Teófilo Gautier y Baudelaire sintieron la necesidad de evocarlo,
de describirlo, como si su imagen física, su extraña figura, su nombre de
reminiscencias medievales, y hasta su barba provocativa en el París rasurado de
la época, fueran el complemento necesario de su obra.
Luis Boulanger, amigo de Victor Hugo y retratista de los
románticos, lo representa de cuerpo entero, alto, escuálido y sombrío en su
traje negro de levita, con la mano apoyada sobre la cabeza de un gran perro
ovejero. Sus ojos tienen algo del águila y el cuervo, coincidiendo con la
descripción que Petrus Borel hace de sí mismo.

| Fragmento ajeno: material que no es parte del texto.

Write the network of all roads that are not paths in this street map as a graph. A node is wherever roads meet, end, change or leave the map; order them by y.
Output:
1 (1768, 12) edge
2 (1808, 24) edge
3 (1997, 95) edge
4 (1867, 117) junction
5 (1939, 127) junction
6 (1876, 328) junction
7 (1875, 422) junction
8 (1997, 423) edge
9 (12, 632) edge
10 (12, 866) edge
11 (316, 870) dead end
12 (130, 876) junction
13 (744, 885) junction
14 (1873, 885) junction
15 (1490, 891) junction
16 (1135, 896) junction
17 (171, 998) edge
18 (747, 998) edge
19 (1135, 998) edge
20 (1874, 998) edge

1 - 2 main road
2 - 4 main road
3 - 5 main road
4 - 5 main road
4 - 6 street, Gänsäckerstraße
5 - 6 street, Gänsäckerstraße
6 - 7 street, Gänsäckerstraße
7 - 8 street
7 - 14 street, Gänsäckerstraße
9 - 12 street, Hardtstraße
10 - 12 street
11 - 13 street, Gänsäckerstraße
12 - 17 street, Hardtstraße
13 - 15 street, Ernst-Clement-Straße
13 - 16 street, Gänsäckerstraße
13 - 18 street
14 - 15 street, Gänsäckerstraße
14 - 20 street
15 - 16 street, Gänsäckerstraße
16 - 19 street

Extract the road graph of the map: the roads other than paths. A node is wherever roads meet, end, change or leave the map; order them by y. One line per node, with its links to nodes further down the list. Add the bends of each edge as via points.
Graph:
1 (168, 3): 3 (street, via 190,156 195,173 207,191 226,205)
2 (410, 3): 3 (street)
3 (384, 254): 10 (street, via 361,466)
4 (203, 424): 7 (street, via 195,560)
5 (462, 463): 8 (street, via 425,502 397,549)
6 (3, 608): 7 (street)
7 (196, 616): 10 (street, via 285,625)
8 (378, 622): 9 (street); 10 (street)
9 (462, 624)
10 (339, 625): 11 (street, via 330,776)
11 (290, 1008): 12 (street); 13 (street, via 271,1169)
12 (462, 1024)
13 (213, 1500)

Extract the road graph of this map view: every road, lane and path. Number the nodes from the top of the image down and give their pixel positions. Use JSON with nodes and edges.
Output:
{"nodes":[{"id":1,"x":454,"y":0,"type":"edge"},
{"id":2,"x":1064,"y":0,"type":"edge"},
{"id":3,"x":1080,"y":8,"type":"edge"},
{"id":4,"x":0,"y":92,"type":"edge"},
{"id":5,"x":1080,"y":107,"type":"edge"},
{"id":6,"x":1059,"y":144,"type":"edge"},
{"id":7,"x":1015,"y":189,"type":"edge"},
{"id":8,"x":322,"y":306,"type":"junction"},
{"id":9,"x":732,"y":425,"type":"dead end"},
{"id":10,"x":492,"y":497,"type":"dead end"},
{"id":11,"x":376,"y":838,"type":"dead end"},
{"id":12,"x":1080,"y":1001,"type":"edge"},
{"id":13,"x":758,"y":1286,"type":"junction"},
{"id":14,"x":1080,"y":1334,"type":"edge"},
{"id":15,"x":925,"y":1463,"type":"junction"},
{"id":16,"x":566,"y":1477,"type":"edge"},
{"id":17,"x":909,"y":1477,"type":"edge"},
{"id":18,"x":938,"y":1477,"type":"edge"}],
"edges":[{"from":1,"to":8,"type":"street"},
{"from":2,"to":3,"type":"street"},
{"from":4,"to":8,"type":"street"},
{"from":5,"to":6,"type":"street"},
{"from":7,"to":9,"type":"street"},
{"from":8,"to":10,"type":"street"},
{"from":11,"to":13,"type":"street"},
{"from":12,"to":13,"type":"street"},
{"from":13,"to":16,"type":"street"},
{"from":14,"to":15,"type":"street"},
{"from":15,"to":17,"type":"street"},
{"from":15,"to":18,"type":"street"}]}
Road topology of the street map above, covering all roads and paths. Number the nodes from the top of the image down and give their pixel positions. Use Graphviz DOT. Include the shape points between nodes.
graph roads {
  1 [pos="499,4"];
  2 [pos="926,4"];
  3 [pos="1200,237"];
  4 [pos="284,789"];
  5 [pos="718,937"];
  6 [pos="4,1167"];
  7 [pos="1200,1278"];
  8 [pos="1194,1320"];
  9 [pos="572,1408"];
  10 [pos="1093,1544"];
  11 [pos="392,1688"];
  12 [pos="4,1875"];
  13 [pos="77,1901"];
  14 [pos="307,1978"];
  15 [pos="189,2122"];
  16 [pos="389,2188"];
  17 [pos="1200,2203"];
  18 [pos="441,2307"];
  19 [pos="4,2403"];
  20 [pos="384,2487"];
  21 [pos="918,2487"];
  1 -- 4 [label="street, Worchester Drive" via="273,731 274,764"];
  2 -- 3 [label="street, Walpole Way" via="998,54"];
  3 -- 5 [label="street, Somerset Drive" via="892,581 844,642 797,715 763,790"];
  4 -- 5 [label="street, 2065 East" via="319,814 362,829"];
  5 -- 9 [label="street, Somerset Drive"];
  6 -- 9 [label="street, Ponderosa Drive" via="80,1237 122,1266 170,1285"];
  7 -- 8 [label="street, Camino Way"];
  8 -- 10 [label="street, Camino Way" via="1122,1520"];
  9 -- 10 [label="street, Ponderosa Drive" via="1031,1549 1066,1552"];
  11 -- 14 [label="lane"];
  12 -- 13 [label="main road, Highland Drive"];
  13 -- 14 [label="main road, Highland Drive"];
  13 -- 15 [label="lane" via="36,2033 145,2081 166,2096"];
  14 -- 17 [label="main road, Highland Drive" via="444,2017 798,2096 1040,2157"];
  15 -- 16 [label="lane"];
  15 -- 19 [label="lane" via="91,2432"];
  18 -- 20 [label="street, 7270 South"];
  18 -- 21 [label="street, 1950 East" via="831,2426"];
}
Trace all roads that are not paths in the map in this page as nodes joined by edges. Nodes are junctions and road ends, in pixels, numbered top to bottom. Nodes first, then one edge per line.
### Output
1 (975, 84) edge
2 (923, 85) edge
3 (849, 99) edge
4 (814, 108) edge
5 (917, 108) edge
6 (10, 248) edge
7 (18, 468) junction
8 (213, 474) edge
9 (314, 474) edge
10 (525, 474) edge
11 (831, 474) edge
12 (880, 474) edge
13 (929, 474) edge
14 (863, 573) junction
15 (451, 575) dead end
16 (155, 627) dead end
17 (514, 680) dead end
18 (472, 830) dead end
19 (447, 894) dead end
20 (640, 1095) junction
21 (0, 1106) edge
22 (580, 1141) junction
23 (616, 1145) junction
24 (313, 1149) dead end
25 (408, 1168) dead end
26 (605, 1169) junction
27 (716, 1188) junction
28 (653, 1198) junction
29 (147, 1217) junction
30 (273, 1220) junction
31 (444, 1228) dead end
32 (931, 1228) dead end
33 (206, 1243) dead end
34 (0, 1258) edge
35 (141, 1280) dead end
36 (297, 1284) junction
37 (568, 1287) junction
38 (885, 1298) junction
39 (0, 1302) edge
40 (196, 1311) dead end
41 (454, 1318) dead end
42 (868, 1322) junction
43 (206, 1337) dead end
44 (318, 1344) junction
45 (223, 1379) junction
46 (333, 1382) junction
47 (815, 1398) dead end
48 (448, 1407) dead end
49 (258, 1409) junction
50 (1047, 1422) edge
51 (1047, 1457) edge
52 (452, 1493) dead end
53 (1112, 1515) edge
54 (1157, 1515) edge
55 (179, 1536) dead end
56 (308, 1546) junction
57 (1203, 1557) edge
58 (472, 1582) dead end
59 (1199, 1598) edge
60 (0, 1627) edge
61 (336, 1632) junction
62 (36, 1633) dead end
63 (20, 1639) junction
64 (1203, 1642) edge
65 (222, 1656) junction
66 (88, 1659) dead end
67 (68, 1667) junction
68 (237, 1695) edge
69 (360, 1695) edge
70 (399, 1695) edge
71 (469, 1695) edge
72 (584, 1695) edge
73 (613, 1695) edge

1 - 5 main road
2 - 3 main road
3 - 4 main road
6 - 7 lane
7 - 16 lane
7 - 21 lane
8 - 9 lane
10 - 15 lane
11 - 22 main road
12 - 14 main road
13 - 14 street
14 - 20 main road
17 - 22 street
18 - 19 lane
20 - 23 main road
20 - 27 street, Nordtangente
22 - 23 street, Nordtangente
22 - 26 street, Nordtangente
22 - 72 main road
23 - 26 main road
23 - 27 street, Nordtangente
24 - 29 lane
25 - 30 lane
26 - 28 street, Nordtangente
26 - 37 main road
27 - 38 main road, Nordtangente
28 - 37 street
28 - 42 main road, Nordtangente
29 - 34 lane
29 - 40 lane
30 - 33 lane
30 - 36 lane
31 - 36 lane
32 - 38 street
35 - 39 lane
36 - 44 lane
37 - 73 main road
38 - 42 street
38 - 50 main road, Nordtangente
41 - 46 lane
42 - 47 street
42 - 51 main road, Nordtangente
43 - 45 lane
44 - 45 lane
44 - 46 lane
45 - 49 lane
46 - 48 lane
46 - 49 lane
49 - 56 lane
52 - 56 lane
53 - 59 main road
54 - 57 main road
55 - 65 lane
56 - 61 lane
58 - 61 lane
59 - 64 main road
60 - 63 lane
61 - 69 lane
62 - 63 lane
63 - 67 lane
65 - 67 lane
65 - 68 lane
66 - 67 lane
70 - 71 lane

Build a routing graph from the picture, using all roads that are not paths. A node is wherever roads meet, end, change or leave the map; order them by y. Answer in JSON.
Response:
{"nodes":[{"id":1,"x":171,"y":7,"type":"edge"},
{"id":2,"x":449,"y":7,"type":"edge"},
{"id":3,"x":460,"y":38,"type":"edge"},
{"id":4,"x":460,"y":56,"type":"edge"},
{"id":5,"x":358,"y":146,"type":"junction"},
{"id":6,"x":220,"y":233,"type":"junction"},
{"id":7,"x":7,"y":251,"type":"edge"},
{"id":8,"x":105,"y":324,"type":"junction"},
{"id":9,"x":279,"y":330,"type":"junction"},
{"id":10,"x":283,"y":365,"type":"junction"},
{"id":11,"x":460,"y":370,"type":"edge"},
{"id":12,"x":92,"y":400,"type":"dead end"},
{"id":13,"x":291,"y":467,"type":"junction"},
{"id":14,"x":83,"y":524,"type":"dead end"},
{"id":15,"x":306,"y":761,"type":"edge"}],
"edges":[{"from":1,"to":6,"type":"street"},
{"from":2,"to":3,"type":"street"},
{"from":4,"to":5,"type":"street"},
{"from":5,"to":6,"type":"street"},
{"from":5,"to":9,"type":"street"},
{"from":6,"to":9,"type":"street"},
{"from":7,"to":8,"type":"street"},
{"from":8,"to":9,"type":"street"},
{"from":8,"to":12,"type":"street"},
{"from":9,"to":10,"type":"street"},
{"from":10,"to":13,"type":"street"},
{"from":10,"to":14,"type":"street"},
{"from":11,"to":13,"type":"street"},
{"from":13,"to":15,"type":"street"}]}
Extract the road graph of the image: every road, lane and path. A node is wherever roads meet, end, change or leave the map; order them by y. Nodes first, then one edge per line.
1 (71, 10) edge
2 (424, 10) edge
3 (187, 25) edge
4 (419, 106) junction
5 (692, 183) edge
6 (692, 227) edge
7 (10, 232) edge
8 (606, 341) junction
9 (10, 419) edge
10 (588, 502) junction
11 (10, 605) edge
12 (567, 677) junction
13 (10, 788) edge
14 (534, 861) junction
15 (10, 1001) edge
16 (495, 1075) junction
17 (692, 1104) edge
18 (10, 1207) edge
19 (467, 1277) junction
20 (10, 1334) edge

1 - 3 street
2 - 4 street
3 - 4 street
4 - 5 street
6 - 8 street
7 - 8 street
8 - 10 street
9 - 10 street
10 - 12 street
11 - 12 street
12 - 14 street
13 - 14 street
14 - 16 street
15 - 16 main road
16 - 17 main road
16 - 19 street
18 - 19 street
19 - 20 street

Su personalidad aparece rodeada de escándalo en el París literario
de 1830; brilla un momento dirigiendo las huestes románticas, y desaparece. Su
agresividad provoca la ira de sus contemporáneos, su sensibilidad y
originalidad, que no encajan en ningún género literario de la época, le niega
el lugar que debía ocupar en la historia de las letras. Es olvidado e ignorado
en vida como tantos otros artistas solitarios a quienes falta el requisito que
Zola consideraba indispensable para destacarse: haber nacido a su tiempo. Los
surrealistas lo redescubren en nuestros días y lo hacen suyo. Los críticos se
ensañan con él en vida y después de muerto. Lo llaman bufón y frenético. Albert
Thibaudet, en su historia de la literatura francesa, lo califica de truculento,
decadente, impotente. Son los mismos que a todo artista rebelde le aplican el
mote de inmaduro, los mismos que tildaron de “loco” a Lautréamont y de
“estéril” a Mallarmé. El reconocimiento de Petrus Borel tardó en llegar,
necesitó una época que, afín con su espíritu, sintiera su desequilibrio, su
rabia.
Baudelaire atribuye el eclipse de Borel a la mala suerte, aunque
menciona también las particularidades de su espíritu exaltado, desmedido,
intransigente, su pasión revolucionaria, democrática, su “naturaleza mórbida,
enamorada de la contradicción por la contradicción misma”. Le reconoce un
talento verdaderamente épico en su obra Madame Putifar. André Breton coincide
en señalar que Madame Putifar alienta un vuelo revolucionario pocas veces
igualado en la literatura de todos los tiempos. Califica a Champavert. Cuentos Inmorales de “libro sin par, mistificación
lúgubre, burla de una terrible imaginación”.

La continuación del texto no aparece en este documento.